Na versão de Geraldo Neto, de 53 anos, a mulher teria tirado a própria vida após uma discussão entre o casal. Ele teria proposto a separação. O tenente-coronel afirma que estava no banho quando ouviu o barulho de um disparo e, em seguida, teria encontrado Gisele já baleada no chão.

Tenente-coronel teria forjado suicídio de PM Gisele

No entanto, as investigações apontaram para divergências no relato apresentado pelo marido. Um dos socorristas que atendeu à ocorrência foi ouvido pela polícia e afirmou que a arma estava bem encaixada na mão de Gisele, algo que ele disse nunca ter visto em casos de suicídio durante seus 15 anos de profissão.

Outra questão analisada pela polícia foi o tempo em que o marido teria levado apra pedir socorro para a mulher após o disparo. Segundo uma vizinha, ela ouviu o barulho do tipo às 7h28, enquanto a primeira ligação feita pelo tenente-coronel parar pedir ajuda ocorreu às 7h57, cerca de 30 minutos depois.

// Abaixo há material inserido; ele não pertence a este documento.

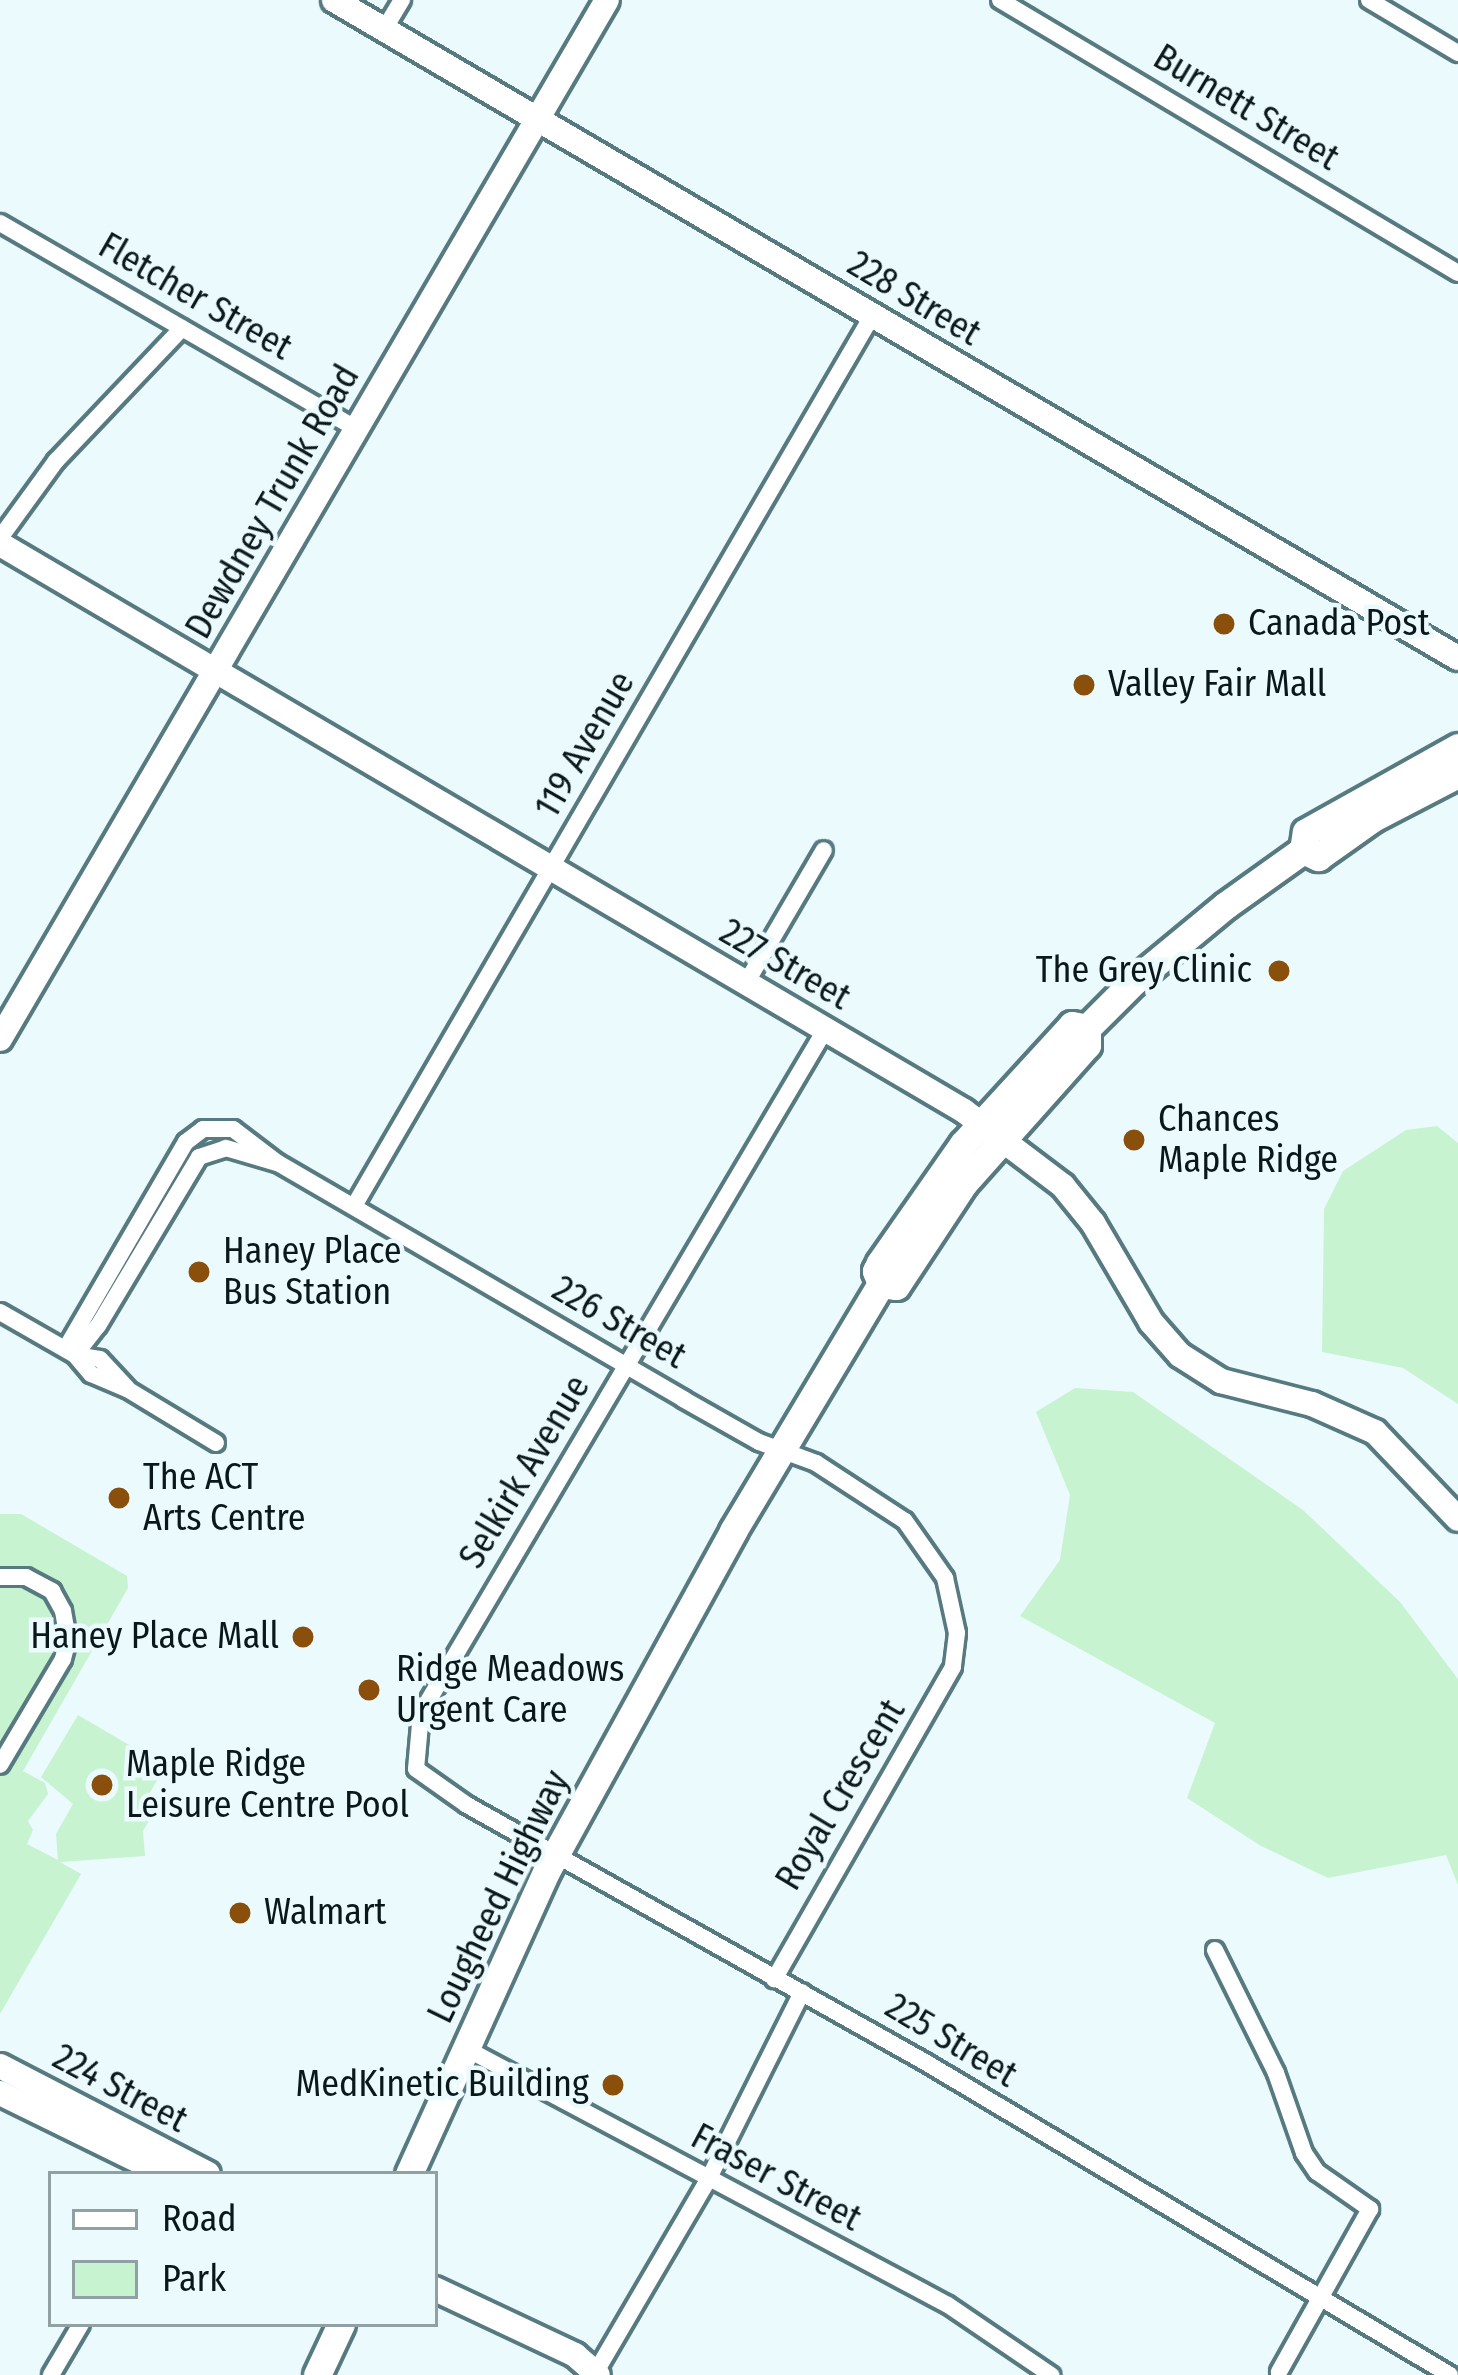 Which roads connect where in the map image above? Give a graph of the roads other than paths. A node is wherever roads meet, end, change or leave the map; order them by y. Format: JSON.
{"nodes":[{"id":1,"x":334,"y":0,"type":"edge"},
{"id":2,"x":401,"y":0,"type":"edge"},
{"id":3,"x":607,"y":0,"type":"edge"},
{"id":4,"x":1000,"y":0,"type":"edge"},
{"id":5,"x":1369,"y":0,"type":"edge"},
{"id":6,"x":385,"y":28,"type":"junction"},
{"id":7,"x":1458,"y":53,"type":"edge"},
{"id":8,"x":539,"y":118,"type":"junction"},
{"id":9,"x":0,"y":223,"type":"edge"},
{"id":10,"x":1458,"y":273,"type":"edge"},
{"id":11,"x":872,"y":316,"type":"junction"},
{"id":12,"x":182,"y":328,"type":"junction"},
{"id":13,"x":357,"y":429,"type":"junction"},
{"id":14,"x":0,"y":541,"type":"edge"},
{"id":15,"x":1458,"y":658,"type":"edge"},
{"id":16,"x":216,"y":670,"type":"junction"},
{"id":17,"x":1458,"y":747,"type":"edge"},
{"id":18,"x":1458,"y":774,"type":"edge"},
{"id":19,"x":824,"y":850,"type":"dead end"},
{"id":20,"x":1303,"y":850,"type":"junction"},
{"id":21,"x":551,"y":870,"type":"junction"},
{"id":22,"x":745,"y":985,"type":"junction"},
{"id":23,"x":825,"y":1030,"type":"junction"},
{"id":24,"x":0,"y":1039,"type":"edge"},
{"id":25,"x":992,"y":1131,"type":"junction"},
{"id":26,"x":278,"y":1162,"type":"junction"},
{"id":27,"x":354,"y":1206,"type":"junction"},
{"id":28,"x":0,"y":1312,"type":"edge"},
{"id":29,"x":70,"y":1352,"type":"junction"},
{"id":30,"x":626,"y":1366,"type":"junction"},
{"id":31,"x":216,"y":1443,"type":"dead end"},
{"id":32,"x":782,"y":1449,"type":"junction"},
{"id":33,"x":1458,"y":1519,"type":"edge"},
{"id":34,"x":0,"y":1577,"type":"edge"},
{"id":35,"x":957,"y":1642,"type":"joint"},
{"id":36,"x":0,"y":1765,"type":"edge"},
{"id":37,"x":416,"y":1769,"type":"joint"},
{"id":38,"x":555,"y":1854,"type":"junction"},
{"id":39,"x":1215,"y":1950,"type":"dead end"},
{"id":40,"x":774,"y":1979,"type":"junction"},
{"id":41,"x":802,"y":1992,"type":"junction"},
{"id":42,"x":465,"y":2048,"type":"junction"},
{"id":43,"x":0,"y":2066,"type":"edge"},
{"id":44,"x":0,"y":2093,"type":"edge"},
{"id":45,"x":171,"y":2170,"type":"edge"},
{"id":46,"x":410,"y":2171,"type":"edge"},
{"id":47,"x":707,"y":2180,"type":"junction"},
{"id":48,"x":438,"y":2290,"type":"edge"},
{"id":49,"x":1321,"y":2299,"type":"junction"},
{"id":50,"x":80,"y":2327,"type":"edge"},
{"id":51,"x":340,"y":2327,"type":"edge"},
{"id":52,"x":1279,"y":2372,"type":"edge"},
{"id":53,"x":596,"y":2374,"type":"edge"},
{"id":54,"x":51,"y":2375,"type":"edge"},
{"id":55,"x":317,"y":2375,"type":"edge"},
{"id":56,"x":1051,"y":2375,"type":"edge"},
{"id":57,"x":1450,"y":2375,"type":"edge"}],
"edges":[{"from":1,"to":6,"type":"main road","name":"228 Street"},
{"from":2,"to":6,"type":"street"},
{"from":3,"to":8,"type":"main road","name":"Dewdney Trunk Road"},
{"from":4,"to":10,"type":"street","name":"Burnett Street"},
{"from":5,"to":7,"type":"street"},
{"from":6,"to":8,"type":"main road","name":"228 Street"},
{"from":8,"to":11,"type":"main road","name":"228 Street"},
{"from":8,"to":13,"type":"main road","name":"Dewdney Trunk Road"},
{"from":9,"to":12,"type":"street","name":"Fletcher Street"},
{"from":11,"to":15,"type":"main road","name":"228 Street"},
{"from":11,"to":21,"type":"street","name":"119 Avenue"},
{"from":12,"to":13,"type":"street","name":"Fletcher Street"},
{"from":12,"to":14,"type":"street"},
{"from":13,"to":16,"type":"main road","name":"Dewdney Trunk Road"},
{"from":14,"to":16,"type":"main road","name":"227 Street"},
{"from":16,"to":21,"type":"main road","name":"227 Street"},
{"from":16,"to":24,"type":"main road","name":"Dewdney Trunk Road"},
{"from":17,"to":20,"type":"main road","name":"Lougheed Highway"},
{"from":18,"to":20,"type":"main road","name":"Lougheed Highway"},
{"from":19,"to":22,"type":"street"},
{"from":20,"to":25,"type":"main road","name":"Lougheed Highway"},
{"from":21,"to":22,"type":"main road","name":"227 Street"},
{"from":21,"to":27,"type":"street","name":"119 Avenue"},
{"from":22,"to":23,"type":"main road","name":"227 Street"},
{"from":23,"to":25,"type":"main road","name":"227 Street"},
{"from":23,"to":30,"type":"street","name":"Selkirk Avenue"},
{"from":25,"to":32,"type":"main road","name":"Lougheed Highway"},
{"from":25,"to":33,"type":"main road","name":"227 Street"},
{"from":26,"to":27,"type":"street","name":"226 Street"},
{"from":26,"to":29,"type":"street"},
{"from":26,"to":29,"type":"street","name":"226 Street"},
{"from":27,"to":30,"type":"street","name":"226 Street"},
{"from":28,"to":29,"type":"street"},
{"from":29,"to":31,"type":"street"},
{"from":30,"to":32,"type":"street","name":"226 Street"},
{"from":30,"to":37,"type":"street","name":"Selkirk Avenue"},
{"from":32,"to":35,"type":"street","name":"226 Street"},
{"from":32,"to":38,"type":"main road","name":"Lougheed Highway"},
{"from":34,"to":36,"type":"street"},
{"from":35,"to":40,"type":"street","name":"Royal Crescent"},
{"from":37,"to":38,"type":"street","name":"225 Street"},
{"from":38,"to":40,"type":"street","name":"225 Street"},
{"from":38,"to":42,"type":"main road","name":"Lougheed Highway"},
{"from":39,"to":49,"type":"street"},
{"from":40,"to":41,"type":"street","name":"225 Street"},
{"from":41,"to":47,"type":"street"},
{"from":41,"to":49,"type":"street","name":"225 Street"},
{"from":42,"to":46,"type":"main road","name":"Lougheed Highway"},
{"from":42,"to":47,"type":"street","name":"Fraser Street"},
{"from":43,"to":45,"type":"main road","name":"224 Street"},
{"from":44,"to":45,"type":"main road","name":"224 Street"},
{"from":47,"to":53,"type":"street"},
{"from":47,"to":56,"type":"street","name":"Fraser Street"},
{"from":48,"to":53,"type":"main road"},
{"from":49,"to":52,"type":"street"},
{"from":49,"to":57,"type":"street","name":"225 Street"},
{"from":50,"to":54,"type":"street"},
{"from":51,"to":55,"type":"main road"}]}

O laudo da necropsia aponta que Gisele não estava grávida, nem havia consumido álcool ou drogas antes do incidente. Além disso, havia sinais de mãos e unhas no pescoço e no rosto da vítima, o que sugere uma possível esganadura.

Geraldo Neto foi levado ao 8º Distrito Policial, na zona leste de São Paulo, onde o caso estava sendo investigado. O tenente-coronel deve seguir para o Presídio Militar Romão Gomes, onde ficará à disposição da Justiça.